Ari Sadri’s interest in diving deep into all things wine happened under the wing of Andy Ayers, proprietor of the now-closed Riddle’s Penultimate Cafe & Wine Bar in St. Louis, which was the best wine restaurant in the city. Sadri recalls that each week Ayers would sit down with whatever staff was interested to talk about wine: What should you pair this particular wine with? What is that wine region known for? “It spoke to my inner nerd,” says Sadri. As he learned more, he realized that for him, too, a wine’s strong connection to the place where it was made was all-important. “Each wine is temporal, an expression of a grape grown in a specific place at a specific time under specific conditions,” he says. “This is compelling to me, as it means that each wine is unique, never again to be completely duplicated.” As an example, Sadri points to the 1989 Cabernet Sauvignon vintage from California. “It was relatively rainy at harvest, lots of people freaked out and picked early, and ended up either with green stemmy wines, or diluted, watery wines. Some producers, like Paul Draper at Ridge Vineyards, had seen this pattern before and knew they would get a normal harvest. Draper waited it out and made a stupendous 1989 Cabernet reflective of its location, area, and season. He knew not to panic, and made better wine than the others.” Through studying, tasting, and traveling to vineyards around the world, Sadri is on the hunt for wines to introduce to his customers at the Pitcher Inn. “Beautiful wines are made all over the planet these days. I’m always seeking them out; it doesn’t matter where they come from. But I am never looking for powerhouse wine; I want balanced, elegant wines that speak to me about place.”
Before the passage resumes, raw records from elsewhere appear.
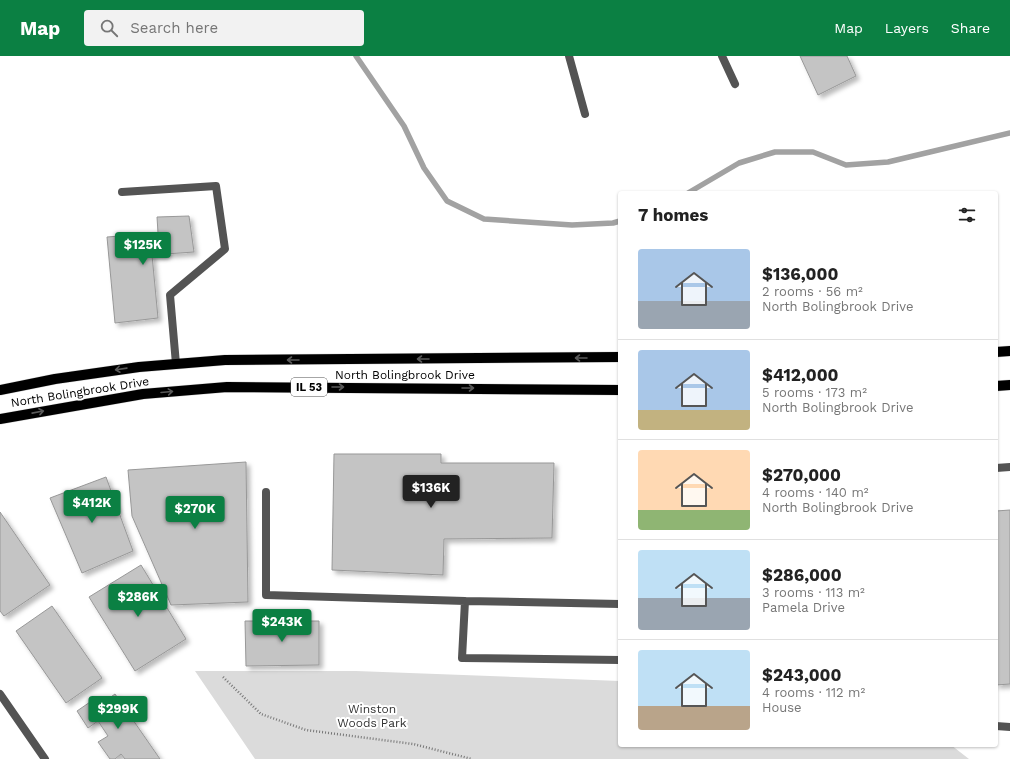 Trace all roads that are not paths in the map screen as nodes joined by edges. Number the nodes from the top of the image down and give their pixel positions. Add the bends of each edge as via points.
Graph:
1 (569, 56) edge
2 (722, 56) edge
3 (735, 84) dead end
4 (585, 114) dead end
5 (122, 192) dead end
6 (1010, 351) edge
7 (998, 352) edge
8 (618, 357) edge
9 (176, 364) junction
10 (1010, 385) edge
11 (998, 386) edge
12 (0, 390) edge
13 (618, 390) edge
14 (0, 419) edge
15 (1010, 467) edge
16 (998, 468) edge
17 (266, 492) dead end
18 (465, 602) junction
19 (618, 604) edge
20 (618, 660) edge
21 (0, 694) edge
22 (998, 726) edge
23 (1010, 727) edge
24 (45, 759) edge

1 - 4 street
2 - 3 street
5 - 9 street via 216,186 225,249 170,295
6 - 7 main road
8 -> 9 main road, North Bolingbrook Drive via 225,360
9 -> 12 main road, North Bolingbrook Drive via 55,379
10 - 11 main road
14 -> 13 main road, North Bolingbrook Drive / IL 53 via 143,394 227,387
15 - 16 street
17 - 18 street via 266,595
18 - 19 street
18 - 20 street via 462,658
21 - 24 street
22 - 23 street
Wine takes us through many portals. We learn about farming, the impact of weather, wine as a commodity, wine in ritual and rites of passage. We learn about wine’s nuances and its interrelationship with food through its flavor profile and balance of fruit and acidity. For us, the learning never stops, and the enthusiasm never ends. Ask any of us about a bottle of wine, and we’ll tell you its story—the long or the short version.